Roger Avary

  • Mr. Stitch (1995)

    (In French, On Cable TV, April 2022) There’s an intriguing experimental aspect to the first half of Mr. Stitch that makes it feel more interesting than most other direct-to-video 1990s Science Fiction films: we’re in a white room, looking at a protagonist visibly (if implausibly) stitched together from dozens of other people, with a rather impressive make-up job to sell the patchwork effect. Wil Wheaton plays the creature as it tries to understand what it is, and rebels against its creators before they terminate the experiment. Coming from high-concept writer-director-producer Roger Avary, Mr. Stitch looks more ambitious than usual, even if some of the mid-1990s digital special effects are less than convincing. Rutger Hauer plays the mandatory mad scientist leading the project, while Nia Peeples is the just-as-mandatory kind-hearted scientist who helps the protagonist. Unfortunately, the mandatory elements soon overwhelm the unusual approach of the film’s first half, while flashbacks become more numerous, the action moves outside the white cell and we’re back to a far more conventional film. Eventually more bland than bad, Mr. Stitch struggles to have anything interesting to say once it gets going – although seeing Ron Perlman in a supporting role as an earnest, soft-spoken scientist is a fun piece of casting, considering the rest of Perlman’s filmography. Like many, many low-end movies, Mr. Stitch becomes less distinctive the longer it goes on, with contrived yet cliché plotting taking over whatever strengths it may have at first. As a Frankenstein take-off, it’s better than many – but it’s still limited by increasingly convenient screenwriting tricks. Digging into the film’s production history reveals that it was affected by creative differences between Avery and Hauer and a project inception that may or may not have been a pilot for a TV series.
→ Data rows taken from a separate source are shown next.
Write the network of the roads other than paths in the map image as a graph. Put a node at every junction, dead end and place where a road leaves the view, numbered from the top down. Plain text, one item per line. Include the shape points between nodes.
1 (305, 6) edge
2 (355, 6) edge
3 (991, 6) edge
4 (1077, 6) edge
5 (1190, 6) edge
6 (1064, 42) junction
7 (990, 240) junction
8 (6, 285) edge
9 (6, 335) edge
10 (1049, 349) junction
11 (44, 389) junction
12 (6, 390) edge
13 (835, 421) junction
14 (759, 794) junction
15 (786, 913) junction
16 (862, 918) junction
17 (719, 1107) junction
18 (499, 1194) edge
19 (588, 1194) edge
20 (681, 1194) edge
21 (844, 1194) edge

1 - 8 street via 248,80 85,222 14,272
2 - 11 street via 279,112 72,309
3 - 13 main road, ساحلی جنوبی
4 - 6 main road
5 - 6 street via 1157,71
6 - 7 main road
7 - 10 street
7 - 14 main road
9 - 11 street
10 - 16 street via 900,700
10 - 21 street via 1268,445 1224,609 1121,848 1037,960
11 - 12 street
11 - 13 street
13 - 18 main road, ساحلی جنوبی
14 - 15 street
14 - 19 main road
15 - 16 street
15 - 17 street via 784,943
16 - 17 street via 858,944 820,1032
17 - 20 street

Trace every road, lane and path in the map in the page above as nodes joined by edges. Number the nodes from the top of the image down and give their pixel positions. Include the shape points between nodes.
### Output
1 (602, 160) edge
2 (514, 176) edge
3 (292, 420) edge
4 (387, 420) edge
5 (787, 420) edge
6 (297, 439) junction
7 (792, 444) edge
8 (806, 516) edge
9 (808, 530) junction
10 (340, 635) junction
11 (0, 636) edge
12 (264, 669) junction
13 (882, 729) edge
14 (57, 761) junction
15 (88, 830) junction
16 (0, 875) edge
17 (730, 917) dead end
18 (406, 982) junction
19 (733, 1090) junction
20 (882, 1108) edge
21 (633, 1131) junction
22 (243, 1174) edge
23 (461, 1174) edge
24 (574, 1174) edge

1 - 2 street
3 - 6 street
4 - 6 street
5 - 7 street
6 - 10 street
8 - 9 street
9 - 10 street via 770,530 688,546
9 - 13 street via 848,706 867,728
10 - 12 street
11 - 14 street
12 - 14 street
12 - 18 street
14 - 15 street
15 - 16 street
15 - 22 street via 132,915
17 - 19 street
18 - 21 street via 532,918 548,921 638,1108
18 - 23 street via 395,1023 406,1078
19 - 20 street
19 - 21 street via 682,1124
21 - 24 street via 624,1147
Whatever the source of the problems, the result lives on – and it remains disappointing.

  • Lucky Day (2019)

    Lucky Day (2019)

    (On Cable TV, April 2020) While it’s far too early to call curtains on writer-director Roger Avary’s career, the first quarter-century of it has shown a filmmaker with interesting ideas that couldn’t quite get them properly expressed… and that’s in addition to a tumultuous personal life that saw him go to prison for vehicular manslaughter under the influence. Somewhat on-the-nose, his first film after his prison sentence is Lucky Day, which begins with the protagonist… getting out of prison. Said to be a belated sequel to Killing Zoe, the film quickly becomes its own thing—an action-comedy very much in the style of the 1990s wave of black criminal comedies that Avary himself pioneered by co-writing Pulp Fiction. The film is directed with some stylish glee, and Crispin Glover’s delightfully unhinged performance as a fake-French assassin can go a long way in sustaining interest in the film. But as much as my fondness for Tarantinoesque (or should that be Avaryesque?) black crime comedies grows stronger now that they’re not making nearly as many of them as they used to, even I felt that Lucky Day quickly became annoying. It certainly does itself no favour through its constant excessive violence against innocent characters, starting with a cute supporting actress shoved aside for the sake of a bad joke. But it gets worse moments later with cheap CGI gore, and again later, as what could have been a good action showcase in an art gallery becomes a repulsively violent sequence. Coupled with the film’s cartoonish humour, it demonstrates an immaturity and an inability to keep a consistent tone. If you’re looking for the ways in which Lucky Day is a clear step down from Pulp Fiction, it’s this kind of juvenile insistence than an R-rating is inherently better than more broadly accessible fare: you can be funny and rough and dark without disgusting audiences. Glover’s performance is pretty good (it had been a while since we’d seen him in this much crazy glory) but the rest of Lucky Day is dull when it’s not actively repulsive. This being a Canada-France co-production may explain the unusually high amount of French dialogue (most of it obviously not spoken by native or fluent speakers).